Under some conditions, a tall partition system that extends from the floor to the ceiling is desirable to manage the noise in an office environment. There are certain conditions that need to be addressed before investing in this partition system.
One issue is fire safety. A tall system that blocks the exit signs, fire extinguishers, sprinkler system or audible alarm noise could possibly be deemed unsafe by the neighborhood fire marshall. This would require its removal or modification to generally meet the neighborhood fire codes, per the Fire Marshalls demands.
One assumption that is dangerous, is convinced that you know your ceiling height. You might think that you know the ceiling height, but a careful measurement is required. Ceilings often sag in unsupported areas, and could vary by an inch or even more in various places. It is very important to measure the distance from the floor to the ceiling, where ever the panels will meet the ceiling, to be sure that the panels will fit. In cases where you have a typical “drop ceiling” the height could be adjusted upward, by twisting the support wires holding the ceiling framework. In case of a great ceiling, there isn’t this option. The panels must certanly be slightly shorter compared to the ceiling height, or they will not fit.
Then there’s the matter of air flow.

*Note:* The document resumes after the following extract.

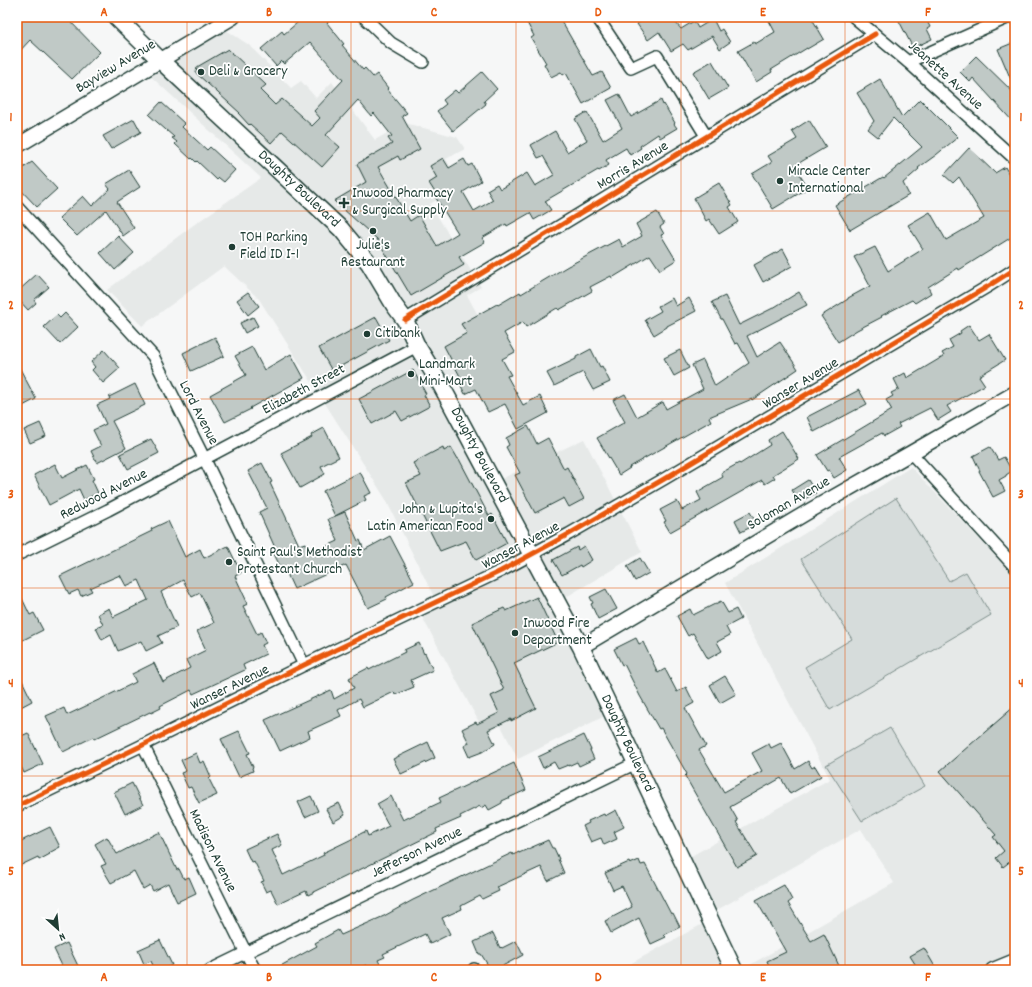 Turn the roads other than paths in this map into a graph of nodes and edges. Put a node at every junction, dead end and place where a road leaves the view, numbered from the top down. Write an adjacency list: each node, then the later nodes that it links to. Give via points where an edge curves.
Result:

Office environments will often have some type of ventilation provided by the air conditioner or heater, or perhaps just windows. Enclosing a proposed office with a floor to ceiling partition system could impede the airflow to that section and require venting. Venting by way of low and high vents can accommodate some minor level of convection divisoria piso teto. As hot air rises, it could flow out from the propose office through the high vents and thus produce a slightly lower air pressure at the end, where cooler air can flow to the proposed office through the lower vent. A reliable panel manufacturer should be able to give you the vents, built to the panel system to support airflow into each office.
Lighting is another concern. Panel systems are normally opaque, so they block light. If an office has its own lighting then the issue is mostly solved. However, if a propose office does not need lighting, then some type of window arrangement built to the panel system would be needed to provide some light because office. It’s advisable to take advantage of natural lighting that comes through skylights, or windows facing outside. In case a partition system has built in windows in strategic locations that accommodate the usage of outside natural lighting, then this will reduce timeframe where in fact the electric lights are switched on through the day, thus reducing your energy consumption.
One good reason that tall partition systems are employed is always to supremely control the noise. Short panel systems aren’t so good at this, as sound travels as a “wave”, and simply explains the the surface of the panel systems and travels throughout the office, until absorbed by soft treatments, such as for example carpet, drapes, and other absorbing structures. However, sound waves can transfer via a panel system too. The materials used in the panel is of concern to those seeking maximum noise reduction. Look at this: Sound travels most efficiently through dense, hard mediums. Thus, sound travels better (and faster) through water, than air. Hard mediums can transfer sound better than soft mediums. Another example of this is considering ballistic plastics. A glass surface is hardly bullet resistant because it is hard, and brittle. It cannot withstand the kinetic energy of a bullet, since it cannot flex enough to absorb the energy without breaking. Polycarbonate is a form of clear flexible plastic. Polycarbonate is more bullet resistant than glass, because it is more flexible, and can absorb the impact bette, without breaking. For instance, Kevlar fabric is bullet resistant largely as a result of it’s mixture of great flexibility and high tensile strength.